Holocaust survivors Eva and Robert Ratonyi and Israeli Consul General Judith Varnai Shorer, the daughter of survivors, listen to the Atlanta Young Singers of Callanwolde sing “Eli Eli” at the 2017 Georgia Commission on the Holocaust Days of Remembrance ceremony.

Eva and George Varnai, my parents, reflect the 70 years of Israel since the day David Ben-Gurion announced our independence, rising from the ashes of the Holocaust.

Eva and George came to Israel in 1950 after numerous attempts to cross the border illegally from Hungary to Austria just before the Iron Curtain dropped. They were incarcerated but never lost hope to fulfill the yearning of every Zionist to build a new life in young Israel.

They came with few belongings after rejecting offers in Vienna from non-Zionist organizations to immigrate to the United States. With scant knowledge of Hebrew, they settled in Be’er Sheva. The seedlings my beloved father planted 67 years ago along the road to that southern city have grown to shed a comforting shade. Their neighbors spoke 70 dialects of Hebrew, all were poor, and all wanted to assimilate and succeed in life.
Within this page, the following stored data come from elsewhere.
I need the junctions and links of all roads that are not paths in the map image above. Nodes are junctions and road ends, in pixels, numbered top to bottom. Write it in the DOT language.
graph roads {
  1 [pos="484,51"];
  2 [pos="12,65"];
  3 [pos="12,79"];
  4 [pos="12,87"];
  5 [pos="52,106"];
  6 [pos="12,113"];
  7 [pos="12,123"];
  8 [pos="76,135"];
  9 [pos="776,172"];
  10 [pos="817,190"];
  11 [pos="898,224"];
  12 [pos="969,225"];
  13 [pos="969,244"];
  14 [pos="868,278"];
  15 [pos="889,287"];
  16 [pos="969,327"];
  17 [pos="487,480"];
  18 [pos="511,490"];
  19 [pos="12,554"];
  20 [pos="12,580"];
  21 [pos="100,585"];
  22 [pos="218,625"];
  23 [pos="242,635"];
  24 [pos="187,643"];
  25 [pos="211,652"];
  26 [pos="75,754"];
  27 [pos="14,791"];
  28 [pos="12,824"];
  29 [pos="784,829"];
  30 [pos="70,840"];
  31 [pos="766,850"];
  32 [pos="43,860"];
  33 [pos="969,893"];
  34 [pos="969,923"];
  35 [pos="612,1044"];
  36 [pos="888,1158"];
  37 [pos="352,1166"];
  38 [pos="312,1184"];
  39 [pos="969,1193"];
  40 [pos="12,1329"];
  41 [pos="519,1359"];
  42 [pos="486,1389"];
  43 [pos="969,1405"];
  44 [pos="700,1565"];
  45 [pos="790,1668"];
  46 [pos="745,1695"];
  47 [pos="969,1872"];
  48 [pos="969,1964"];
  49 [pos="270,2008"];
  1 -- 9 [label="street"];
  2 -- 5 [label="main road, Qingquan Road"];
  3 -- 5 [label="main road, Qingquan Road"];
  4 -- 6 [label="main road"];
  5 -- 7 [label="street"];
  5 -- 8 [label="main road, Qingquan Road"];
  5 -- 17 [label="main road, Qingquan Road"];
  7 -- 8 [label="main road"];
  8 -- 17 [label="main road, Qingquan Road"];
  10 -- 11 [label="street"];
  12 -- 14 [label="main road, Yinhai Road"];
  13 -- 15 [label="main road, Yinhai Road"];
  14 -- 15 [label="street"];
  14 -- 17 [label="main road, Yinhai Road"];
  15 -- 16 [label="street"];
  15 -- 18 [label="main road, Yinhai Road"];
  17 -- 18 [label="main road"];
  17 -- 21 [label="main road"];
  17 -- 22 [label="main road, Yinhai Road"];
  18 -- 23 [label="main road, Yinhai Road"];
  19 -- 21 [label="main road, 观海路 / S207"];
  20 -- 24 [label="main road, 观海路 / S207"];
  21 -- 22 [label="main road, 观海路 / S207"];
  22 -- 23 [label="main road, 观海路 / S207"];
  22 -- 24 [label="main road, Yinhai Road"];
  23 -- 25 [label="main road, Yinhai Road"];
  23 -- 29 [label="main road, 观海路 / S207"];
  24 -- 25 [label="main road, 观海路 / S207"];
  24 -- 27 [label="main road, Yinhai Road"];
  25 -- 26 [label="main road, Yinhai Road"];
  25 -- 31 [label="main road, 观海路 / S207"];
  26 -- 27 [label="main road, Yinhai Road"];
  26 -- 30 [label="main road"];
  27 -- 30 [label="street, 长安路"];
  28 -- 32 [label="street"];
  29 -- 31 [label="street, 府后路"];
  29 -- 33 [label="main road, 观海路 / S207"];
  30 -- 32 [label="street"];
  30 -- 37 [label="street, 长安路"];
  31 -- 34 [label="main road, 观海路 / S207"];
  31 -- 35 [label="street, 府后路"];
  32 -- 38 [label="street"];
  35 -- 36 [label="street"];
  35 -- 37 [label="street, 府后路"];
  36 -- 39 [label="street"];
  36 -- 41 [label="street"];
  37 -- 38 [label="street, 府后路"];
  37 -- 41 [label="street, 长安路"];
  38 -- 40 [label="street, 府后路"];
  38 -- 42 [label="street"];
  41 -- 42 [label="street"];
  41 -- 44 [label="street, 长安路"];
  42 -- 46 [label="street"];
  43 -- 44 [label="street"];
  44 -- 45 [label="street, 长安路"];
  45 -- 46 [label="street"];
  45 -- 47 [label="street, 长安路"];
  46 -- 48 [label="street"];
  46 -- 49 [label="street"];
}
They prospered as the country did. Hungarian etiquette and culture ruled our daily lives, but Hebrew was spoken at home. My father had his share of wars and was wounded in the Sinai war in 1956. No one was happier than he when I graduated from the Israel Defense Forces’ officers academy as a first lieutenant. For him, I was epitomizing his success of becoming a full-fledged Israeli.
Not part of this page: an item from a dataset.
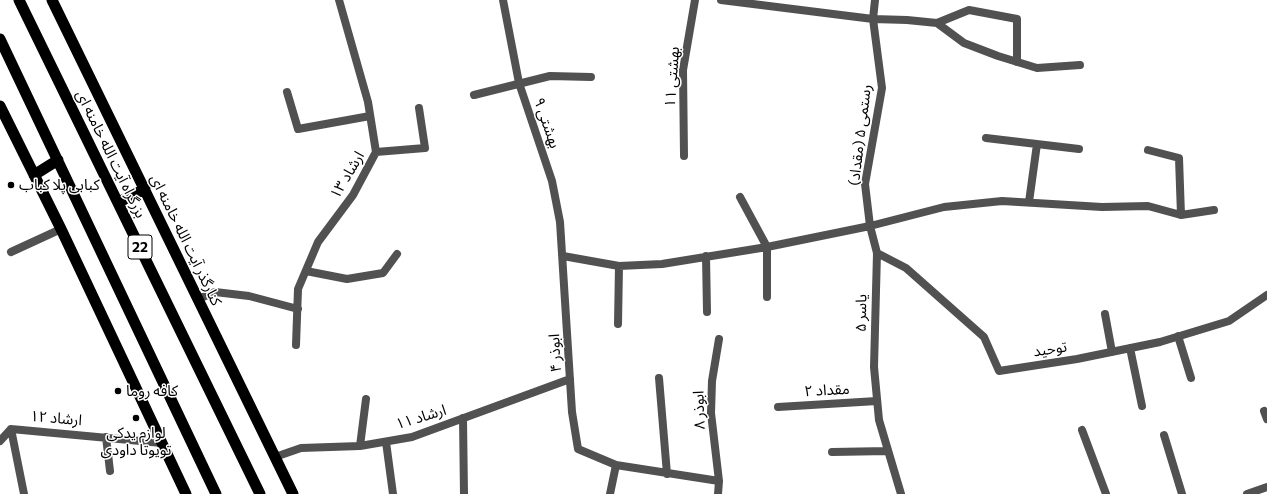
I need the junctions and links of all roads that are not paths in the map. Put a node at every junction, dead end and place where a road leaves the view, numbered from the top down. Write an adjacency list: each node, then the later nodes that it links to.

Until her death recently, my mother spoke Hebrew with a distinct Hungarian accent and loved every moment of her life in Israel. She enjoyed watching her family grow and her grandsons and granddaughters take their roles in determining Israel’s future.

In 70 short years, when much of that time could be described as upheaval, the trodden-upon Jews built homes for approximately 7 million Jews, schools, universities, government and scientific institutions, community centers, and public parks.

They developed vast and competent agriculture, industries and efficient welfare services and developed a new culture, Israeli culture. This is exported all over the world in various forms, including first-rate technology, films, sports, music and the arts.

I cross the city of Tel Aviv’s older sections to reach the cemetery where my parents are buried. I drive down Rothschild Boulevard, looking at the multitudes of high-tech entrepreneurs, huddling together, busy at their laptops in corner cafes.

We are still young. There is hope in the air and confidence in our future.

Ambassador Judith Varnai Shorer is Israel’s consul general to the Southeast.